▸ WHAT YOU WILL DO
Look through the records below, and whenever a line contains "edges", copy it.

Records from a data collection

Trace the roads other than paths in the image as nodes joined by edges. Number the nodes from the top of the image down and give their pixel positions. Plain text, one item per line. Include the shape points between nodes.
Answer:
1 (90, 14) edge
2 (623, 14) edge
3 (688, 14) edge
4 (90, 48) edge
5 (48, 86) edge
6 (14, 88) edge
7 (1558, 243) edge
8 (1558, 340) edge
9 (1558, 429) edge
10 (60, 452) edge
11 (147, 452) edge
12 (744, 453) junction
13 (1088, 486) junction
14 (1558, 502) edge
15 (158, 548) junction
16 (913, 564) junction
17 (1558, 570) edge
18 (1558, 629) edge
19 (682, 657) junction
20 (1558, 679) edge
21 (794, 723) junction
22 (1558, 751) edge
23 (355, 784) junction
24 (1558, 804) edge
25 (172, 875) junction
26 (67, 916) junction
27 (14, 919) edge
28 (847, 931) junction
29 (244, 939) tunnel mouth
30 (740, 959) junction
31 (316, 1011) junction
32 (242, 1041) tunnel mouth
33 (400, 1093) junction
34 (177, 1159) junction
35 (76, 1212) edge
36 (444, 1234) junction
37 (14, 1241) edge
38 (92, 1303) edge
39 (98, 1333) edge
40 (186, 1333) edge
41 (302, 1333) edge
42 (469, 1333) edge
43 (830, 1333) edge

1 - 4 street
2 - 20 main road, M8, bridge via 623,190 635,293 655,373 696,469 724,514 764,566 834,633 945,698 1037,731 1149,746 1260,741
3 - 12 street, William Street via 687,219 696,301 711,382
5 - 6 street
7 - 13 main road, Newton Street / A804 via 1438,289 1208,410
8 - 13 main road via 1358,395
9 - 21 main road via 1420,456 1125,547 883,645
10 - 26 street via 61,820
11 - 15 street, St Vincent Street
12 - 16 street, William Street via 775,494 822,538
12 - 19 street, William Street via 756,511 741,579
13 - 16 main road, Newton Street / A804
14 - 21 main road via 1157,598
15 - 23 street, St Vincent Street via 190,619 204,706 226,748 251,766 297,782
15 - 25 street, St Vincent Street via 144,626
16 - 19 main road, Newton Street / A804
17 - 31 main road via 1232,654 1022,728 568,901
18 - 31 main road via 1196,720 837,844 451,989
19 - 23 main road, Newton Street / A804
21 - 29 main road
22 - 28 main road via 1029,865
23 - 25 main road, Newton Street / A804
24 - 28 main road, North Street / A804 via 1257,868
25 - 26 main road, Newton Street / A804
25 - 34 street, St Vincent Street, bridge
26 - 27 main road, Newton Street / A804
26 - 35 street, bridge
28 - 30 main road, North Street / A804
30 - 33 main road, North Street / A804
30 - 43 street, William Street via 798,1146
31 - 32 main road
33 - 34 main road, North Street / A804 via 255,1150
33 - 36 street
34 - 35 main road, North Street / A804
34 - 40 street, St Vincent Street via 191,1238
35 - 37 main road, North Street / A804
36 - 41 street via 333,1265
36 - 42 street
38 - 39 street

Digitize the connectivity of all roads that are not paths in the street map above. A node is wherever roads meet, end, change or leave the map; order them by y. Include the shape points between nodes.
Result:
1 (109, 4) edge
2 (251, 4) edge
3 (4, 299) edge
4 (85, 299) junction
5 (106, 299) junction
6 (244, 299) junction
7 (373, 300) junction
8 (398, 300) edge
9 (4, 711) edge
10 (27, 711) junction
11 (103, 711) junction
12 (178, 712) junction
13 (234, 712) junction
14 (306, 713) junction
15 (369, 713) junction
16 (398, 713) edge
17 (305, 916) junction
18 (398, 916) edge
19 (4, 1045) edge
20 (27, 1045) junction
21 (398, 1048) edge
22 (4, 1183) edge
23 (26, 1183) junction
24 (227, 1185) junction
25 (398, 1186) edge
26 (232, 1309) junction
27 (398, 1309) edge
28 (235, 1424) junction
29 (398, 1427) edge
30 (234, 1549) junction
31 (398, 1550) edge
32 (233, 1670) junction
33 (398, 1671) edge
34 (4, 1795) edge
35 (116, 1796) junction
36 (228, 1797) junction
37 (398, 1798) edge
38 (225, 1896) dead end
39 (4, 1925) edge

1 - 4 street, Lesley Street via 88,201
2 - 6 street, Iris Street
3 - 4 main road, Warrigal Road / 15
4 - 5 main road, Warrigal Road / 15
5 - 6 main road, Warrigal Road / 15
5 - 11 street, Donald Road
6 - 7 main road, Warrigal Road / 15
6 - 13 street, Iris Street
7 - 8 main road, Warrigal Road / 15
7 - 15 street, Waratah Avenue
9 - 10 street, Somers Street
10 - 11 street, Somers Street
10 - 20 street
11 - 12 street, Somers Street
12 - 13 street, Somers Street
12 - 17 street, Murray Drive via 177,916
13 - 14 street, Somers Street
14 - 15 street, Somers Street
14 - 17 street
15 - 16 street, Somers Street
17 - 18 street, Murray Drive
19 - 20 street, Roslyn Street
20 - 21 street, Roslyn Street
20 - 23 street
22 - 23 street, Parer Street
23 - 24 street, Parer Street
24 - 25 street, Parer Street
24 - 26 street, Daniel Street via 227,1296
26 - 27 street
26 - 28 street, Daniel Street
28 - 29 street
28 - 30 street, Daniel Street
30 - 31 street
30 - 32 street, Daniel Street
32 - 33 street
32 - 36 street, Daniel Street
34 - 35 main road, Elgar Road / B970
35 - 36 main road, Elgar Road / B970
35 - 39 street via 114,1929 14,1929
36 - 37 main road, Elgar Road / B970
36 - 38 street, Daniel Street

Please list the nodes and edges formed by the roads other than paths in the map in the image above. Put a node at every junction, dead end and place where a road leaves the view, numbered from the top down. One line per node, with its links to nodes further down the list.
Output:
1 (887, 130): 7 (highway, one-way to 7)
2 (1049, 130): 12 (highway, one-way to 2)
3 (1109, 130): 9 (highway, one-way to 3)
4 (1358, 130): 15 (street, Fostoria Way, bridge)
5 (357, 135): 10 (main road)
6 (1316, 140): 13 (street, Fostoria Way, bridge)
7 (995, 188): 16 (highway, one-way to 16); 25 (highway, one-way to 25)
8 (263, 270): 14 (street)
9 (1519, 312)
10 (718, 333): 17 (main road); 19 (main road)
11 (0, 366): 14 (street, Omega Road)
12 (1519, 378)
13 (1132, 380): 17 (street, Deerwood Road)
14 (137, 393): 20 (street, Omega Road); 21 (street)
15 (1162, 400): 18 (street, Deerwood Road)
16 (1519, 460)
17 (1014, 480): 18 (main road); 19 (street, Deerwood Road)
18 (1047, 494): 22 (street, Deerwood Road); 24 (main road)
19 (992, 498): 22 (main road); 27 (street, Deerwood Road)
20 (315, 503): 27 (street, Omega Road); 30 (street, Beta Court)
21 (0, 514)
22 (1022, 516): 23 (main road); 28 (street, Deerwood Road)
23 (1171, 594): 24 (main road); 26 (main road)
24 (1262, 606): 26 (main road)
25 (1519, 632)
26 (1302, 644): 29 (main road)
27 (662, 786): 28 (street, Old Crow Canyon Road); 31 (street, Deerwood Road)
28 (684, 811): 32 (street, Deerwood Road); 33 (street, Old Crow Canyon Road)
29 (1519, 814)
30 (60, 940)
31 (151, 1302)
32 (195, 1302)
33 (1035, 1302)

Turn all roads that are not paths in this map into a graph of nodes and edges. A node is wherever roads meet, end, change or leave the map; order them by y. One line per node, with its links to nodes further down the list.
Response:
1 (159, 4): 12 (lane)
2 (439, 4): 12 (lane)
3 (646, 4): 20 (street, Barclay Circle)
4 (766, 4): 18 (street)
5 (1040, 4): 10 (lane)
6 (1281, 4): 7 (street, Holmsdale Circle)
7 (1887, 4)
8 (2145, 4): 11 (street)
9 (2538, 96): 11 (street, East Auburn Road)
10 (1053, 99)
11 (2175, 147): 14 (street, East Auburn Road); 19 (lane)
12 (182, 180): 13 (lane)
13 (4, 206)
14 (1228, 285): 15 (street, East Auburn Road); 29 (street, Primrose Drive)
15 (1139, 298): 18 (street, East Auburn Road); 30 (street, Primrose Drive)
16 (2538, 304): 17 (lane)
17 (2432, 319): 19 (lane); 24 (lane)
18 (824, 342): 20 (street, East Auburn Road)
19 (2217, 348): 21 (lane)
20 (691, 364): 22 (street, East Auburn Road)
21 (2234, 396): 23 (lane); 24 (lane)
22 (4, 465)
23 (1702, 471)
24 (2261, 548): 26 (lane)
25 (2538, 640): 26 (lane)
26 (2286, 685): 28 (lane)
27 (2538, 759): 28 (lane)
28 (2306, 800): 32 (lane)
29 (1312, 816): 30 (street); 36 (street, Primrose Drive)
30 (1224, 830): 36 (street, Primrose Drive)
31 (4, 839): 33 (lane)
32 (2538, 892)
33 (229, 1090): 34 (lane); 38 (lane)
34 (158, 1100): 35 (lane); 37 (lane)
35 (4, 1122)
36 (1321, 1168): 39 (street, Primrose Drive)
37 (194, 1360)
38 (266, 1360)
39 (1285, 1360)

▸ PROBLEM SOLUTION
Trace the roads other than paths in the image as nodes joined by edges. Number the nodes from the top of the image down and give their pixel positions. Plain text, one item per line. Include the shape points between nodes.
Please list the nodes and edges formed by the roads other than paths in the map in the image above. Put a node at every junction, dead end and place where a road leaves the view, numbered from the top down. One line per node, with its links to nodes further down the list.
Turn all roads that are not paths in this map into a graph of nodes and edges. A node is wherever roads meet, end, change or leave the map; order them by y. One line per node, with its links to nodes further down the list.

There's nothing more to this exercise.